(RECORDS SUPPLIED)

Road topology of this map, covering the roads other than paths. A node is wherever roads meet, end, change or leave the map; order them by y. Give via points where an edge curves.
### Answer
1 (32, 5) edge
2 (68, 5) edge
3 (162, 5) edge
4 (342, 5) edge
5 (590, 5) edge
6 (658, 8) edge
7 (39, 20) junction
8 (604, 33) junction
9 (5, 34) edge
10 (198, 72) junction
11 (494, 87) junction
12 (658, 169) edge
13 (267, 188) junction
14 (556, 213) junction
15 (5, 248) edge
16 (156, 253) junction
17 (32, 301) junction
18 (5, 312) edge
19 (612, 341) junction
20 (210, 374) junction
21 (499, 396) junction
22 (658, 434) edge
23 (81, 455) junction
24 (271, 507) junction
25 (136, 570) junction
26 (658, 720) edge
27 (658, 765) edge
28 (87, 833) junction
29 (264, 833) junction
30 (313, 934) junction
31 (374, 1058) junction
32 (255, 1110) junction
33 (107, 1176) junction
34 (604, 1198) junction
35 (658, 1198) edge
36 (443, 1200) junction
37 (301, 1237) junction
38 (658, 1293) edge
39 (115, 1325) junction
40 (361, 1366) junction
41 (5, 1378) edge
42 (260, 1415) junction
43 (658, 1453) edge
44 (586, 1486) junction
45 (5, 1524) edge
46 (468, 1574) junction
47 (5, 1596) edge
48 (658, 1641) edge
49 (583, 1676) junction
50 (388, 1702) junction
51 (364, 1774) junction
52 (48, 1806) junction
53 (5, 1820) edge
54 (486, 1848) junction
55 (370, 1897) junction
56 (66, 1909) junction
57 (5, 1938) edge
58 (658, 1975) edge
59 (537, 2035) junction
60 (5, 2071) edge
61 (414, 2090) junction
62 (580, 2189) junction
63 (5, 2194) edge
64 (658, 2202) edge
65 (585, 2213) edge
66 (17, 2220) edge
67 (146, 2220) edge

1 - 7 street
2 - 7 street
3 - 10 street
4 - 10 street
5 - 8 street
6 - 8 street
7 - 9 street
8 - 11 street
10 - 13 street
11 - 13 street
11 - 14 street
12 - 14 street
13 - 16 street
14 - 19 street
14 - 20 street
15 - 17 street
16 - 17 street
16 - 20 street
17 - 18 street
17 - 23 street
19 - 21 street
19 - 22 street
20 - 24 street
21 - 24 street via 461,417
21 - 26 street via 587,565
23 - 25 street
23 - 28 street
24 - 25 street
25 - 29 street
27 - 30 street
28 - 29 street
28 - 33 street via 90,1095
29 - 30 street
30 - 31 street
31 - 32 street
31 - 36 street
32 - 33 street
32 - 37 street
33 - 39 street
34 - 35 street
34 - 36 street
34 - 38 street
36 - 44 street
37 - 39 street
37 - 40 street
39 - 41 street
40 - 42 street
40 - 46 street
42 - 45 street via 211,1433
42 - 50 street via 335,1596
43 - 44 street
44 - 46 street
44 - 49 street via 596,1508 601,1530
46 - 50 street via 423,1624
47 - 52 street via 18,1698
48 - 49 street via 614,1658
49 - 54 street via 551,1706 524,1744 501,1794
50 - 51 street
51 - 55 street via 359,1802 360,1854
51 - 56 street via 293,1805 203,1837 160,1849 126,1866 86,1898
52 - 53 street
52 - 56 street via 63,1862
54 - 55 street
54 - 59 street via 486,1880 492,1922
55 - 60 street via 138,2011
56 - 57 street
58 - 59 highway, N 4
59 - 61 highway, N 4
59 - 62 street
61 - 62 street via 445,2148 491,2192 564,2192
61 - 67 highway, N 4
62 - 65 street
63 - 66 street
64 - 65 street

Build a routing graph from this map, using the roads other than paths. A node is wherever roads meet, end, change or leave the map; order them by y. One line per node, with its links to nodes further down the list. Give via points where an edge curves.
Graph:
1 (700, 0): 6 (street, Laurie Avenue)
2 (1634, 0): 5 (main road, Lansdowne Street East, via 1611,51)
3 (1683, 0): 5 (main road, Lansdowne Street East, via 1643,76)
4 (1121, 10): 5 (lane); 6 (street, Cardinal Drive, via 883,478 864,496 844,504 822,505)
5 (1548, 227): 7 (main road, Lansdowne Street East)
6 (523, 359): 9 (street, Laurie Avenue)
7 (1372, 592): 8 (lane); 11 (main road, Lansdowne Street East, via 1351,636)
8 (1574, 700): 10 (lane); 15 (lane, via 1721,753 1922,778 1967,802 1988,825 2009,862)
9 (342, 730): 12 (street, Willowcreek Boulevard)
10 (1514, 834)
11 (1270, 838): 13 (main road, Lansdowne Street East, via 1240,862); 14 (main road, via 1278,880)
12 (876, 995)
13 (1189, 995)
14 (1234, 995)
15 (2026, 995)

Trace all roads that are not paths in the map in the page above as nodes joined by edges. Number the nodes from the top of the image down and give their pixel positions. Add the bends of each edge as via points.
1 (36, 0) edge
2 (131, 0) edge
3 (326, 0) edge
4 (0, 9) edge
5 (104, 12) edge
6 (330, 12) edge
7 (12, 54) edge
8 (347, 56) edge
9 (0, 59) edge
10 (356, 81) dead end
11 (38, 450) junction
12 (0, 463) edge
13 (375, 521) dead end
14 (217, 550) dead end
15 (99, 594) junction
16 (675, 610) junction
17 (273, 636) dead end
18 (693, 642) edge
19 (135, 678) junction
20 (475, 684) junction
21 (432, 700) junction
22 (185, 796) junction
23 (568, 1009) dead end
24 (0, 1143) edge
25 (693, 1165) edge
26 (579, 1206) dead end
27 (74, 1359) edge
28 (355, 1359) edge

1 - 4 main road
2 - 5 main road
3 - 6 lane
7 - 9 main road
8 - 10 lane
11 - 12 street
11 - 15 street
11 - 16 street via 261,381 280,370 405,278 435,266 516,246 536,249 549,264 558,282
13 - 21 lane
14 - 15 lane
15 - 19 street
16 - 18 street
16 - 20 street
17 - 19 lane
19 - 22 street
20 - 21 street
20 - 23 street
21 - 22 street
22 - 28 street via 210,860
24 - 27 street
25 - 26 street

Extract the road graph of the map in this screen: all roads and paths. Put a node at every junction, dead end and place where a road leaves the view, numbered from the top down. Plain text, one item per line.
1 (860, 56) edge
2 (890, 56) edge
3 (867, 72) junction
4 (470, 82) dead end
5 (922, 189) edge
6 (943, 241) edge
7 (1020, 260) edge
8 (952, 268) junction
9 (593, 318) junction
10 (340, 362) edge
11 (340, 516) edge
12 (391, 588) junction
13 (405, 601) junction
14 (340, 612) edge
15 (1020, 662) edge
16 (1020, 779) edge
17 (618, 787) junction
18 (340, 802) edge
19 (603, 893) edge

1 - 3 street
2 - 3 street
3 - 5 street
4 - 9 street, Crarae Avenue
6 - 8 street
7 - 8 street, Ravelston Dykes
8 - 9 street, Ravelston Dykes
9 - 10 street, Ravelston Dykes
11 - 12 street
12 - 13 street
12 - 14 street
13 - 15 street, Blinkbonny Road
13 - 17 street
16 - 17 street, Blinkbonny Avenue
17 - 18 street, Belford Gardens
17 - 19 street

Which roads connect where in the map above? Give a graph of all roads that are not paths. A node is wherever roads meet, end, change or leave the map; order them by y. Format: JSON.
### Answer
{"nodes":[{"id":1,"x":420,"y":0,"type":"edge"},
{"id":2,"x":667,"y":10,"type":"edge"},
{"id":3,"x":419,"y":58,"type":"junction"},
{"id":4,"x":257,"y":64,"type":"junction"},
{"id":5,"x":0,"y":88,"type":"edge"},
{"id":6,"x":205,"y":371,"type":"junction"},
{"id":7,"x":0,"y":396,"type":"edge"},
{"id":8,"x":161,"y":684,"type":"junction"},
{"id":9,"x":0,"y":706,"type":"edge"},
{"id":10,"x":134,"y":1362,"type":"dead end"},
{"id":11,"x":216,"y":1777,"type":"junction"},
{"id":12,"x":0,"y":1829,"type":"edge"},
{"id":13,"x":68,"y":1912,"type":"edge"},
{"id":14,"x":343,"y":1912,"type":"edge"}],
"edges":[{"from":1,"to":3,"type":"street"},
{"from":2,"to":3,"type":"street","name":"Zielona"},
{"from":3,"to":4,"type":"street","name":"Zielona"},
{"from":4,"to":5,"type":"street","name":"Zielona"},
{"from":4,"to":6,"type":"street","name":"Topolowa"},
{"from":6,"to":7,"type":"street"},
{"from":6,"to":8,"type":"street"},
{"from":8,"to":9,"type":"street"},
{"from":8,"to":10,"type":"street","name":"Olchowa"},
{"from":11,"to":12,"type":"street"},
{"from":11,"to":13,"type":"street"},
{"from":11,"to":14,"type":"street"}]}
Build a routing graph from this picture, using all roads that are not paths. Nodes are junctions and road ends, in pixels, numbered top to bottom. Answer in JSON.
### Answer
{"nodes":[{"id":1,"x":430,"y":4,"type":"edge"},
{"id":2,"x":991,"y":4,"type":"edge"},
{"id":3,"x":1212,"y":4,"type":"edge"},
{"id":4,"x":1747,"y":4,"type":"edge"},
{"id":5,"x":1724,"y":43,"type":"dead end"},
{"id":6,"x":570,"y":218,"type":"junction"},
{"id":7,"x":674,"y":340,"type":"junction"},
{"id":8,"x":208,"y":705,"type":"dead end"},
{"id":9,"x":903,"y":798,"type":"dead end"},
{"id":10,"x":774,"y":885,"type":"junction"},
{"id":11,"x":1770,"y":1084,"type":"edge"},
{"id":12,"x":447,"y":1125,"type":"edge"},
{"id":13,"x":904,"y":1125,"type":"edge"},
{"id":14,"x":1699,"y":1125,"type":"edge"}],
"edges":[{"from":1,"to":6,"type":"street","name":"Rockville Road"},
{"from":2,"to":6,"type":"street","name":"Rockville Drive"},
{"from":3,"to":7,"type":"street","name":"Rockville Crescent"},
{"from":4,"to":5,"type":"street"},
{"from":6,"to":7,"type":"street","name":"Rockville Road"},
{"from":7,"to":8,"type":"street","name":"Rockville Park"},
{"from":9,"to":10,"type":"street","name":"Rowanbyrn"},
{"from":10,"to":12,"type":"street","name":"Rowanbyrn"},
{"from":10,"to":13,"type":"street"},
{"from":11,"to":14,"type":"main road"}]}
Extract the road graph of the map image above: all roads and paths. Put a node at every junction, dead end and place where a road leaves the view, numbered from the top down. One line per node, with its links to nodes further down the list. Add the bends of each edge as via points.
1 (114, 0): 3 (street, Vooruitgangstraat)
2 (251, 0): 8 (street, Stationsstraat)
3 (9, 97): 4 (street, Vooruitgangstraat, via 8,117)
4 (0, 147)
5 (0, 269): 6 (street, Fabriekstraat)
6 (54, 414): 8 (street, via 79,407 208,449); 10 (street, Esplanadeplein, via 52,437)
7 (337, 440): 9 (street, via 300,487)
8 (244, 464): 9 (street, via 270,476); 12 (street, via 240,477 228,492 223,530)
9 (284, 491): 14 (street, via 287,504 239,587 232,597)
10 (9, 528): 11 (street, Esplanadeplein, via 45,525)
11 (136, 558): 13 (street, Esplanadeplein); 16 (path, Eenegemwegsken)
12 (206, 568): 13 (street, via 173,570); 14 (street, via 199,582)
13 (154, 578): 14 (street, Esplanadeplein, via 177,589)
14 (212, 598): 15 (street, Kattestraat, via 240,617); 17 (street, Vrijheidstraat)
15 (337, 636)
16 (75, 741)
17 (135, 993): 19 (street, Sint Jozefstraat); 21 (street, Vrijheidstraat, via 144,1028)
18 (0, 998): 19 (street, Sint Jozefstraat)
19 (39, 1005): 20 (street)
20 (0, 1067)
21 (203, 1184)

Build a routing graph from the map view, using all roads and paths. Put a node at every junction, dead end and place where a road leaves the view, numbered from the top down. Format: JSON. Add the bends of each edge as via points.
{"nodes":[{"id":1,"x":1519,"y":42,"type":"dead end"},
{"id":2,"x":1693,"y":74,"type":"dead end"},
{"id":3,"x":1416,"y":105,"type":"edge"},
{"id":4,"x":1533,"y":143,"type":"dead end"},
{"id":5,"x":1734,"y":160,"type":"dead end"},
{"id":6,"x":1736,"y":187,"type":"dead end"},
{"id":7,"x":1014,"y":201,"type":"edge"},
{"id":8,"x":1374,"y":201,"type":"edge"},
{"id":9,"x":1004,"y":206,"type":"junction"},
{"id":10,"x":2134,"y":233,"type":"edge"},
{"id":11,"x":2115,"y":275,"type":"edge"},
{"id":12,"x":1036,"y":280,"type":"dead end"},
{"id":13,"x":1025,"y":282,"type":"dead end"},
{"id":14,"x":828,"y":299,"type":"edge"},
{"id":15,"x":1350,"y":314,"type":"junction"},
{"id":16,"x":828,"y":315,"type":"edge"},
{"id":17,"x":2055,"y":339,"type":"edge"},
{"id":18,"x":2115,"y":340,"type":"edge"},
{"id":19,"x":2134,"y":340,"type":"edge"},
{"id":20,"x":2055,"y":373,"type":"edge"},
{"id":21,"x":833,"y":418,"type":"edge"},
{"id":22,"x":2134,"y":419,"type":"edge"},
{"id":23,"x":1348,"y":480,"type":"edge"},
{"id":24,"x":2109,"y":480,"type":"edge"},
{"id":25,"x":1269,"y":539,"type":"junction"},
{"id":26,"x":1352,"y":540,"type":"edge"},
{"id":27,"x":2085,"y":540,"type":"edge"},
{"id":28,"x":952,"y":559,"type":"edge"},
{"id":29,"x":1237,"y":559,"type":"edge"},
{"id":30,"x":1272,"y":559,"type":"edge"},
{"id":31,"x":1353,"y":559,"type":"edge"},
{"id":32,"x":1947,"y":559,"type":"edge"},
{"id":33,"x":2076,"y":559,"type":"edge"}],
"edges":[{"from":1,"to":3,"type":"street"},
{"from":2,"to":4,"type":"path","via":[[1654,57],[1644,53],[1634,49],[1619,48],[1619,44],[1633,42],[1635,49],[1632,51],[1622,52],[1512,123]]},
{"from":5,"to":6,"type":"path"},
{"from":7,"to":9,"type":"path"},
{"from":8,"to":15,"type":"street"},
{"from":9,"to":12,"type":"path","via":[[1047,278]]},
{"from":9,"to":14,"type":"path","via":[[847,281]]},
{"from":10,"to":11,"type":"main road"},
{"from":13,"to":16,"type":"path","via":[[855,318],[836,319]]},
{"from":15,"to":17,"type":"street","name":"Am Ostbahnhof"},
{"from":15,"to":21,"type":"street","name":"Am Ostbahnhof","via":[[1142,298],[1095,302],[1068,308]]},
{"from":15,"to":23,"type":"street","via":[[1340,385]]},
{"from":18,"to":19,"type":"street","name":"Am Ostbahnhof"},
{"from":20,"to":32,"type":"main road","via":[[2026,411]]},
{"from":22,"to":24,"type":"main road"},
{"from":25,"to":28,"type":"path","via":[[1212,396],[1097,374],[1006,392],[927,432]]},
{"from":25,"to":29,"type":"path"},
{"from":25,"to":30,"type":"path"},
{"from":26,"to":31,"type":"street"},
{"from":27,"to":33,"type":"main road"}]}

(End RECORDS SUPPLIED)

:: ASSIGNMENT ::
Which lines above contain the word "that"? List them.

:: OUTPUT OF THE TASK ::
Trace all roads that are not paths in the map in the page above as nodes joined by edges. Number the nodes from the top of the image down and give their pixel positions. Add the bends of each edge as via points.
Which roads connect where in the map above? Give a graph of all roads that are not paths. A node is wherever roads meet, end, change or leave the map; order them by y. Format: JSON.
Build a routing graph from this picture, using all roads that are not paths. Nodes are junctions and road ends, in pixels, numbered top to bottom. Answer in JSON.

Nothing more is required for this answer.